Add block processing implementation to the vil_image_resource derivatives for very large images.

The basic idea of dealing with large images was designed into vil1. It deferred loading the whole image into memory until actually needed. You could then load only one block of the image as required. This basic idea has been passed into vil2/vil. However, as with vil1, this is only a design outline and API. A lot of implementation to do block-by-block processing efficiently is missing.

The first step is to add preferred_block_size and preferred_block_origin to vil_property.h. Both of these unsigned[2] properties would be provided by file resources and used by the processing resources to do the work one block at a time. I guess many of the existing file resources will specify blocks that are one or more full rasters. Those file formats designed to deal with large images (including TIFF) can store their pixels in rectangular tiles. The processing resources should be able to use several of their supplier's blocks together up to some locally decided (or globally specified) limit.
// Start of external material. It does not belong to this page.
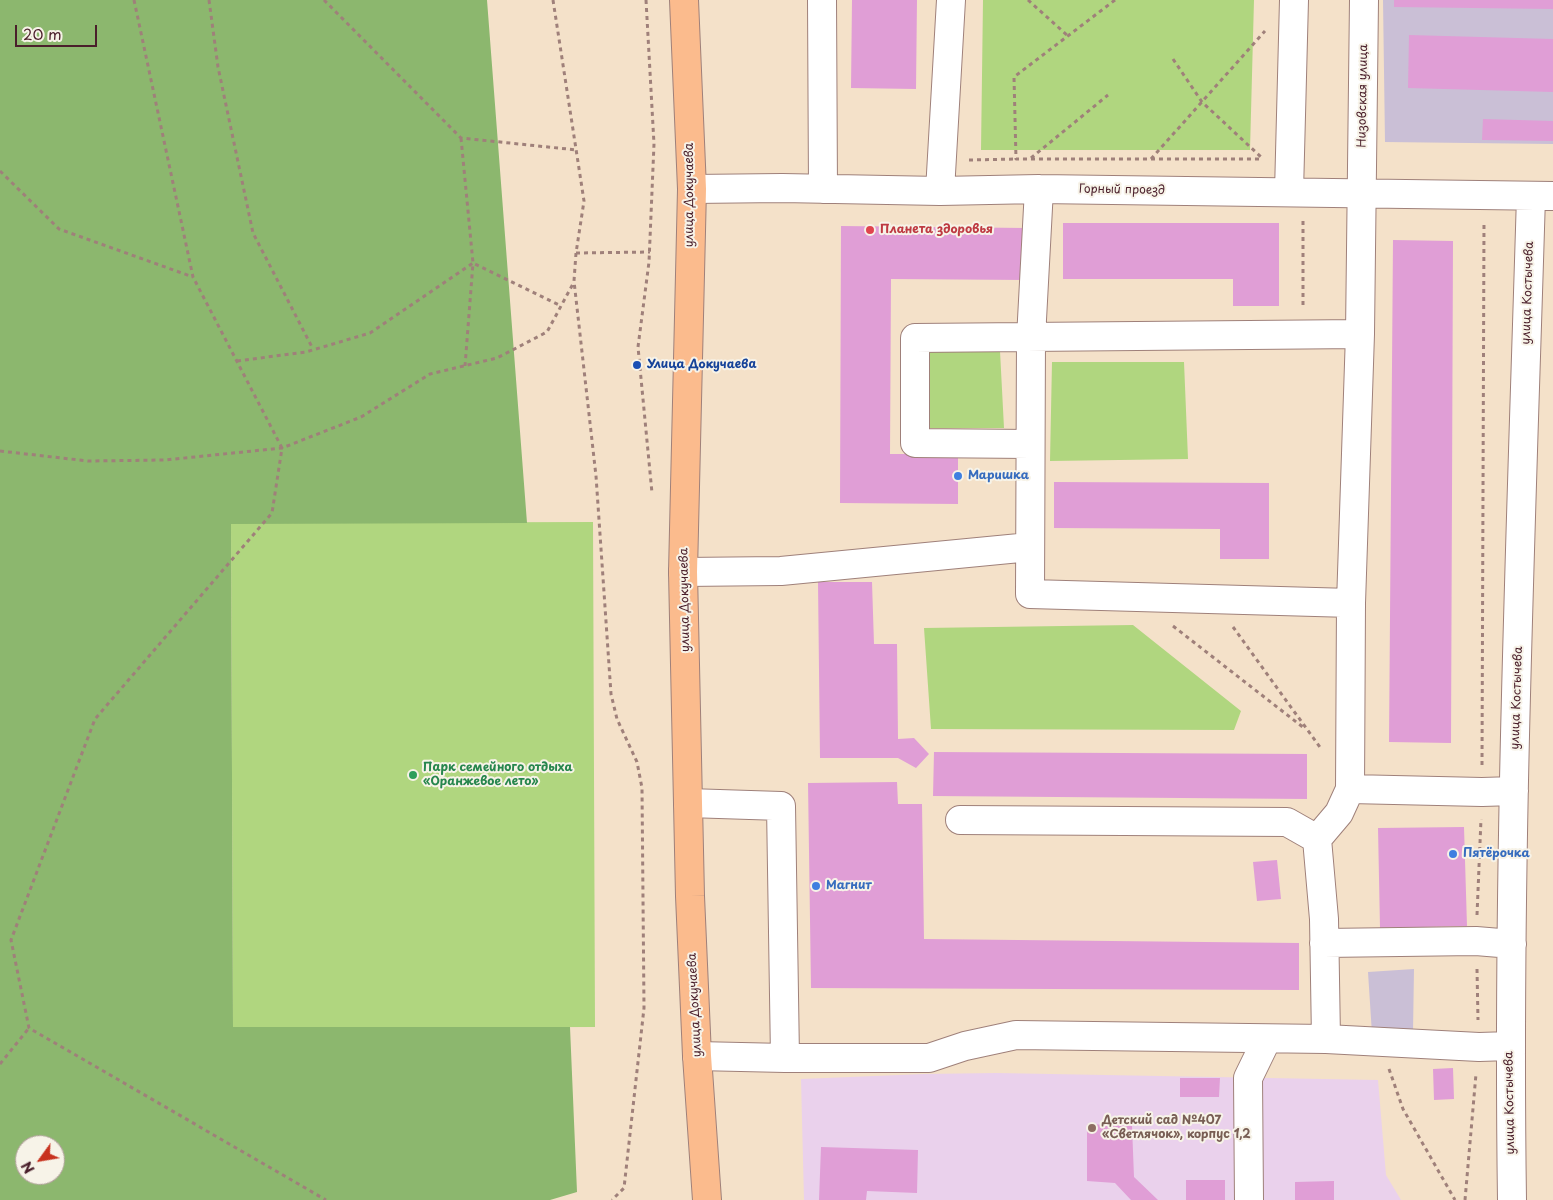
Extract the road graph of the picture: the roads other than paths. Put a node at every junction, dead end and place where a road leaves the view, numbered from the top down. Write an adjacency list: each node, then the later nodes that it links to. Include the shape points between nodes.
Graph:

The processing resources would need to export these properties including any modification (e.g. vil_transpose().) 

Quite how vil_convolve_1d_resource should deal with a single column for a preferred block size (when vil_convolve_1d_resource operates on rows) - I don't know. It would take some experimentation to get an efficient solution. Until then we can always rely on the fact that the preferred_block_size, etc are just hints and can safely be ignored at the loss of efficiency. IMS.